FIGURE 2.

Dynamics of Bodipy C16 uptake and transformation into phospholipids. (a) Mel501 cells were treated with 7 µM Bodipy C16 for the indicated times or (b) treated for 15 min, washed with H‐BSA and chased in complete medium. Cell associated fluorescence was measured by FC. Data are expressed as mean  ±  SEM (n = 3). (c) Total lipids from cells pulsed with Bodipy C16 for 15 min and chased for different times were extracted and analyzed by HPTLC. The amount of lipid spotted per lane was equivalent to 5 × 10⁴ cells. (d) Lipids from 2 × 10⁴ cells pulsed with Bodipy C16 for 5 h and chased for 2 h and 24 h and Bodipy sEV isolated from the conditioned medium were extracted and analyzed by HPTLC for neutral lipids and (e) phospholipids.
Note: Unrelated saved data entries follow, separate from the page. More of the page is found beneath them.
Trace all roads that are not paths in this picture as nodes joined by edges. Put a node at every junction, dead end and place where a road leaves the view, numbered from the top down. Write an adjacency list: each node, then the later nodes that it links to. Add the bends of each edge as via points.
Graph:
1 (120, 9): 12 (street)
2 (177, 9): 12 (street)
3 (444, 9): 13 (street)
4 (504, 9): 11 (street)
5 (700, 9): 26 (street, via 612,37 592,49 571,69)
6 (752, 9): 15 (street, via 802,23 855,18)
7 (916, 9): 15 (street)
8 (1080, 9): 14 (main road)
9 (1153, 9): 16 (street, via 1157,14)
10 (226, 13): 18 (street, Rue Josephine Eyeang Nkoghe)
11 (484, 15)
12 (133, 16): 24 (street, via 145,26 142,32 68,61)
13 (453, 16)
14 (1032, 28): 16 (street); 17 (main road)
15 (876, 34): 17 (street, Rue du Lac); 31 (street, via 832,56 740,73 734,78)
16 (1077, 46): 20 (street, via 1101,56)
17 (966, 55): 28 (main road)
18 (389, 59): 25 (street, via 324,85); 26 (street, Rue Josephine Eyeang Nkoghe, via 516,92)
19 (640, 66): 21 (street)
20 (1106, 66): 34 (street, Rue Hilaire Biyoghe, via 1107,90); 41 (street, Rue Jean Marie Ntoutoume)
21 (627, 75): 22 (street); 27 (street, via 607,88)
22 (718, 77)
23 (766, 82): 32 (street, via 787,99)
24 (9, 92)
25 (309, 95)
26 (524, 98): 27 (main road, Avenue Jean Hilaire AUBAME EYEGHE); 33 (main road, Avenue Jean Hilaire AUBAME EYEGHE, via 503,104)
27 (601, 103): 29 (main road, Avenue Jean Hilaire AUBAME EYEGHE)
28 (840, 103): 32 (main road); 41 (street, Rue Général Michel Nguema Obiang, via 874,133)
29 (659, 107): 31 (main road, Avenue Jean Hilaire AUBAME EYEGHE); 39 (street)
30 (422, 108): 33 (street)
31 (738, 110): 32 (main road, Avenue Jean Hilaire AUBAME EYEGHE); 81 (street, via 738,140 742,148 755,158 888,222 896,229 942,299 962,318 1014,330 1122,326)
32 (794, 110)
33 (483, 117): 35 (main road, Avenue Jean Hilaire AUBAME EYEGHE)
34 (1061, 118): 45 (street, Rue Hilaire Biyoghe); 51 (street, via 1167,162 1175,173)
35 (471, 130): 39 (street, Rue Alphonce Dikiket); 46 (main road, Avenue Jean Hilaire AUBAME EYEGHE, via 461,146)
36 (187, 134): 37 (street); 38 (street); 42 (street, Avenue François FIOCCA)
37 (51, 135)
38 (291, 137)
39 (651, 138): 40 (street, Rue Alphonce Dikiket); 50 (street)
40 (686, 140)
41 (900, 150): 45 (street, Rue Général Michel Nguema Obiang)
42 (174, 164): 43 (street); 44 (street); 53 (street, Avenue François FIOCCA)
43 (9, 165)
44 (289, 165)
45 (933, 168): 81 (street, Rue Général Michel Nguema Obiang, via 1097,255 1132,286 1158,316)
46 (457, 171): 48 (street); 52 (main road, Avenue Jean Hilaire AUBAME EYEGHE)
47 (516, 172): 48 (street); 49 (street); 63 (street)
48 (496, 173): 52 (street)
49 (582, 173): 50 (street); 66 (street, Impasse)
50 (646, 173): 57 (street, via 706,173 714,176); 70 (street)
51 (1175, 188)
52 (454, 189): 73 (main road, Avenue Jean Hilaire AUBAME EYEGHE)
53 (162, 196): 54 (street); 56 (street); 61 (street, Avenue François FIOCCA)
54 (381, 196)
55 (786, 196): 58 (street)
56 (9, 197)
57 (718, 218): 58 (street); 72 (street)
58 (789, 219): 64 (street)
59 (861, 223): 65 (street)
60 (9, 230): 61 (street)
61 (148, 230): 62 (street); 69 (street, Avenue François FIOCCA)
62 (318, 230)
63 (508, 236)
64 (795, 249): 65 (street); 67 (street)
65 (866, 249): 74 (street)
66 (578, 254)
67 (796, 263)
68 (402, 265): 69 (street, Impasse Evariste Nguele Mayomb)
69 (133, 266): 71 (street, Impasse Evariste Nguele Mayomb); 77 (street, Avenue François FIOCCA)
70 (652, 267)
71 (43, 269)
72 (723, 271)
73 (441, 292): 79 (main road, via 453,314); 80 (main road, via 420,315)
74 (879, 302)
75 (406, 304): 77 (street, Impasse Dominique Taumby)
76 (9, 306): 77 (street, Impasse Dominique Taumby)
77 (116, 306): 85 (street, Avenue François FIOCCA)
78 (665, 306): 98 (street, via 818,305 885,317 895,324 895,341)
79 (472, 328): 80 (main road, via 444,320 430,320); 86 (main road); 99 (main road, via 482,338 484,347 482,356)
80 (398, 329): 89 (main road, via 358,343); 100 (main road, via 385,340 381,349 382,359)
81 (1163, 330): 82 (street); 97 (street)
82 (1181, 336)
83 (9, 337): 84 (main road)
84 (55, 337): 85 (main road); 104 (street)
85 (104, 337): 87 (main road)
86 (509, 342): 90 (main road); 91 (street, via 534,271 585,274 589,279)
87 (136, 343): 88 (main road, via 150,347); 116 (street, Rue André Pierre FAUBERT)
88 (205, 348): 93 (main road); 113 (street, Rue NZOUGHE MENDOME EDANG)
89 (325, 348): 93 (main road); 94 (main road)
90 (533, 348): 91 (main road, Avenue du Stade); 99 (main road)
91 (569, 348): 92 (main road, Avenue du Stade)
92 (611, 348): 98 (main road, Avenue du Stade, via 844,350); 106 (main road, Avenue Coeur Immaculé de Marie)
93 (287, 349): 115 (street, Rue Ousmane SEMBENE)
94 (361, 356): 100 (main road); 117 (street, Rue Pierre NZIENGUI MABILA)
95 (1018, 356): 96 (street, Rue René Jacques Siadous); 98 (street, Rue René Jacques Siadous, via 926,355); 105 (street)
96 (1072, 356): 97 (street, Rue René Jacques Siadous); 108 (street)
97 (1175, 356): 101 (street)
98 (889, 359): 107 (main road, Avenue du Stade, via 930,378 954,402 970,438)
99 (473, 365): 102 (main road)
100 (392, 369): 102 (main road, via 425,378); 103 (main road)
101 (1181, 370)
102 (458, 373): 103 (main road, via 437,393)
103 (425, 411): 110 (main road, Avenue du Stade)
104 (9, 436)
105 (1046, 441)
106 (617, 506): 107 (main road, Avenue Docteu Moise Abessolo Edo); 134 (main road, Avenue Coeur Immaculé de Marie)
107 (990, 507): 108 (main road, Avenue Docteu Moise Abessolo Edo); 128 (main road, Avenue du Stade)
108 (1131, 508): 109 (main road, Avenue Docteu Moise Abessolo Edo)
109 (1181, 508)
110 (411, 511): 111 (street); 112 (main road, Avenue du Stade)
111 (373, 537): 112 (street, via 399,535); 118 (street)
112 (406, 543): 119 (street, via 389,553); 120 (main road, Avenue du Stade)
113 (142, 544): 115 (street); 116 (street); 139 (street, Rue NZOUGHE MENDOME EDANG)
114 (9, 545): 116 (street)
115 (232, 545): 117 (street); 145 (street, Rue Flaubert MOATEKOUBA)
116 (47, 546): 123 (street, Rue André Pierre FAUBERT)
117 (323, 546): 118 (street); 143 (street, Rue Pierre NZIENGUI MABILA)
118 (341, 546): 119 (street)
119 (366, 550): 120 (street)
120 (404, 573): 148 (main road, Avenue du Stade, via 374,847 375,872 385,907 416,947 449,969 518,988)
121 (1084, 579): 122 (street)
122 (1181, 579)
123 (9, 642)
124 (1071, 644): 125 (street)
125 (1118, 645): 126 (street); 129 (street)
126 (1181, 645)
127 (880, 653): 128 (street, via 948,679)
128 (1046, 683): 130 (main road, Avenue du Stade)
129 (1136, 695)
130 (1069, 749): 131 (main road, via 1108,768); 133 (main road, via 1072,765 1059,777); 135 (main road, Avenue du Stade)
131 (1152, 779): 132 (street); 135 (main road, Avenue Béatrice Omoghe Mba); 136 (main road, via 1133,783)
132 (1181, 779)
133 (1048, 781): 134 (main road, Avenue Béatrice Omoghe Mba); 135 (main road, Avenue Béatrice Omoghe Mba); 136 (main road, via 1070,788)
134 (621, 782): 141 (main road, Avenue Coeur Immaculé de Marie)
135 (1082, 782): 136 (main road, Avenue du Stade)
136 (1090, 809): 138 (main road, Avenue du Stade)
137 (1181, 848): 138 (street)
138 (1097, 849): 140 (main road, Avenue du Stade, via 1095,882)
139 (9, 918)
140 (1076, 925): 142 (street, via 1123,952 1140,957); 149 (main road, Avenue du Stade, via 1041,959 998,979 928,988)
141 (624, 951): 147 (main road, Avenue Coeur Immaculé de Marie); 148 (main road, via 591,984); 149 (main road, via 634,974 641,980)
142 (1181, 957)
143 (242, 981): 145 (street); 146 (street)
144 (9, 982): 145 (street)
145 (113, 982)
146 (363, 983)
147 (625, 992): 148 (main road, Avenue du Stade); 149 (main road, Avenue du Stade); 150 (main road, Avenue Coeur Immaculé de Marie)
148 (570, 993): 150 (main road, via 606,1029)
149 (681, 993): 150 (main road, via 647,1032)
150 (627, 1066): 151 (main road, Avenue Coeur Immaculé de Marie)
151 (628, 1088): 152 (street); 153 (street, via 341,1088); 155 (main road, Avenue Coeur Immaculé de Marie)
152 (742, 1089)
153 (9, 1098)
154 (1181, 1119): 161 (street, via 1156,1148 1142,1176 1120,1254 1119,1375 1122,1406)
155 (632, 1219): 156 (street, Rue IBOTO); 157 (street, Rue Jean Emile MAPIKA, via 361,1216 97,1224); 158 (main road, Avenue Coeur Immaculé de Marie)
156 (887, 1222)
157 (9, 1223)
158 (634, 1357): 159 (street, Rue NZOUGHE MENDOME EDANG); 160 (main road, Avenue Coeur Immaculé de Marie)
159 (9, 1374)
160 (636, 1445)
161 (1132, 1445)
The amount of lipid spotted per lane was equivalent to 4 × 10⁴ cells and 8,6 × 10⁸ sEV. Asterisk indicates the sample origin line. Lipids were identified based on comparison to the respective lipid standards. Neutral lipids: TAG, triacylglycerols; DAG, diacylglycerol; chol, cholesterol; C16, Bodipy C16; PL, Polar Lipids. Phospholipids: Cer, ceramide; LBPA, Lysobisphosphatidic acid; CL, cardiolipin; PE, phosphatidylethanolamine; PI, phosphatidylinositol; PS, phosphatidylserine; PC phosphatidylcholine; SM, sphingomyelin.